Menurut informasi salah satu pegawai UPT Jonggol Pengelolaan Sampah Wilayah II pada 1 Oktober 2019. UPT Jonggol II meliputi enam wilayah pelayanan, yaitu Kecamatan Klapanunggal, Cileungsi, Jonggol, Cariuk, Tanjungsari dan Sukamakmur. Pegawai dan pekerja di UPT Jonggol sebanyak 20 orang. Memiliki 28 truk sampah, yang rusak 3 unit. Sampah dari wilayah ini dibawa ke UPT Jonggol terlebih dulu, kemudian dikirim ke TPA Galuga, jaraknya sekitar 90 Km. Sehingga hanya mampu mengirim satu rit setiap harinya, karena tingkat kemacetan sangat tinggi.
Karena jarak TPA jauh, sementara TPA Regional Nambo belum beroperasi, pingin ada TPA dibangun di wilayah timur. Jika jangkauan TPA sangat jauh, maka beban operasional, waktu kerja, dll besar sekali. Merupakan beban tersendiri, hal ini semakin berat ketika kesadaran masyarakat masih rendah.
Tumbuhnya Pembuangan Sampah Liar
Pembuangan sampah liar merupakan pemandangan umum yang dianggap sudah biasa di wilayah Kabupaten Bogor. Tim rapid assessment pengelolaan sampah di Kabupaten Bogor menemukan ratusan titikpembuangan sampah liar atau TPA illegal, mulai dari Bogor Timur, tengah dan barat, termasuk yang berdekatan dengan TPA Galuga. Pembuangan liar berada di lahan kosong, beas galian, pinggir jalan, pinggir pemukiaman/perumahan, DAS dan kali, dll. Namun disini hanya disajikan beberapa sebagai contoh.
Di wilayah II terdapat pembuangan sampah liar dan sampah impor, yakni di areal Kirap Klapanunggal dan Cariuk. Pihak Gakkum KLHK bersama bidang penegakan hukum wilayah UPT Jonggol II melakukan penutupan dengan memasang papan peringatan dan penutupan.
Bahkan di wilayah Limus Nunggal letaknya di Jalan Pangkalan 12 atau persis disamping jalan Narogong depan PT. Kartepilar ditemui pembuang sampah liar atau TPA liar yang sudah berjalan lebih dari 15 tahun. Luasnya hampir 1 hektar. Sampah yang dibuang ke sini berasal dari permukiman sekitar, terdiri dari sampah plastik, kertas, popok, pempers, ban/karet, Kasur, busa, kayu, dll, bahkan ada sampah medis.
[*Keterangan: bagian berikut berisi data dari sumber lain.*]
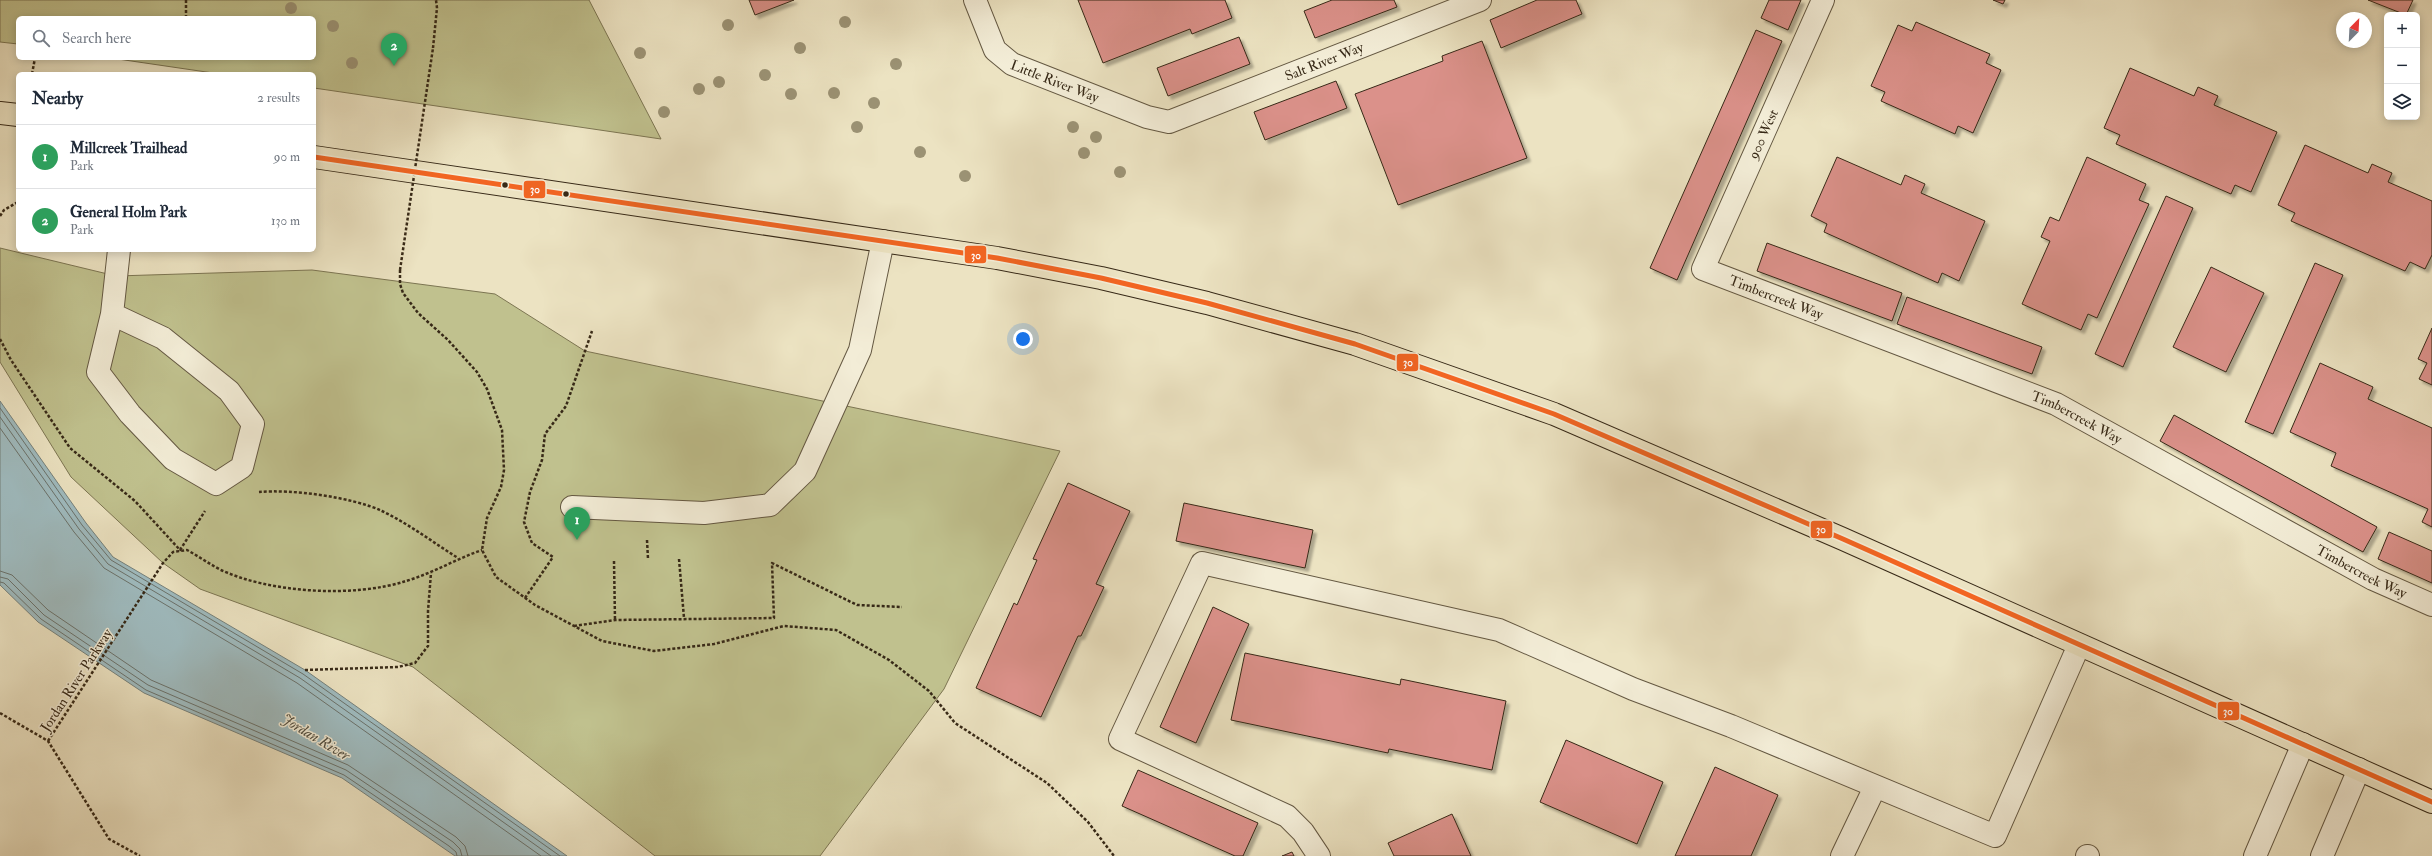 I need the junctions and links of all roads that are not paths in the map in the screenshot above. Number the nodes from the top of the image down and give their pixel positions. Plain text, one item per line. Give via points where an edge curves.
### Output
1 (975, 0) edge
2 (1480, 0) edge
3 (1823, 0) edge
4 (0, 112) edge
5 (16, 115) edge
6 (1169, 122) joint
7 (316, 157) edge
8 (883, 241) junction
9 (119, 252) edge
10 (1703, 269) joint
11 (112, 314) junction
12 (572, 507) dead end
13 (2432, 605) edge
14 (2079, 645) junction
15 (2303, 744) junction
16 (2359, 769) junction
17 (1875, 787) junction
18 (2432, 802) edge
19 (1319, 856) edge
20 (1842, 856) edge
21 (2255, 856) edge
22 (2322, 856) edge

1 - 6 street, Little River Way via 995,50 1012,64 1147,117
2 - 6 street, Salt River Way
3 - 10 street, 900 West
4 - 5 main road
7 - 8 main road
8 - 12 street via 860,350 806,471 770,505 704,513
8 - 14 main road via 1004,259 1101,278 1207,303 1355,344 1554,414
9 - 11 street
10 - 13 street, Timbercreek Way via 2056,404 2373,579
11 - 11 street via 98,372 130,414 173,459 216,484 242,467 253,424 229,391 163,338
14 - 15 main road
14 - 17 street via 1995,836
15 - 16 main road
15 - 21 street
16 - 18 main road
16 - 22 street
17 - 19 street via 1731,726 1633,689 1499,630 1202,562 1120,739 1287,816 1303,832
17 - 20 street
Pada tahun 2005 Bidang Pengelolaan Sampah KLHK sudah melakukan investigasi dan memperingatkan pengelola TPA liar tersebut karena adanya laporan warga sekitar. Pada bulan Mei 2019 Gakkum KLHK bersama Dinas Lingkungan Hidup Kabupaten Bogor sudah memberikan garis kuning (police line), artinya menutup pembuangan liar tersebut. Sayangnya, tidak digubris, secara diam-diam masih ada beberapa pelapak yang memasukan sampah ke pembuangan liar ini. Indikasinya masih ada beberapa pelapak membawa sampah baru bahkan ada limbah medis, juga ada sejumlah pemulung yang mengais dan memilah sampah. Tampaknya perlu sanksi dan tindakan tegas hingga proses hukum hingga pengadilan terhadap pengelola TPA liar tersebut.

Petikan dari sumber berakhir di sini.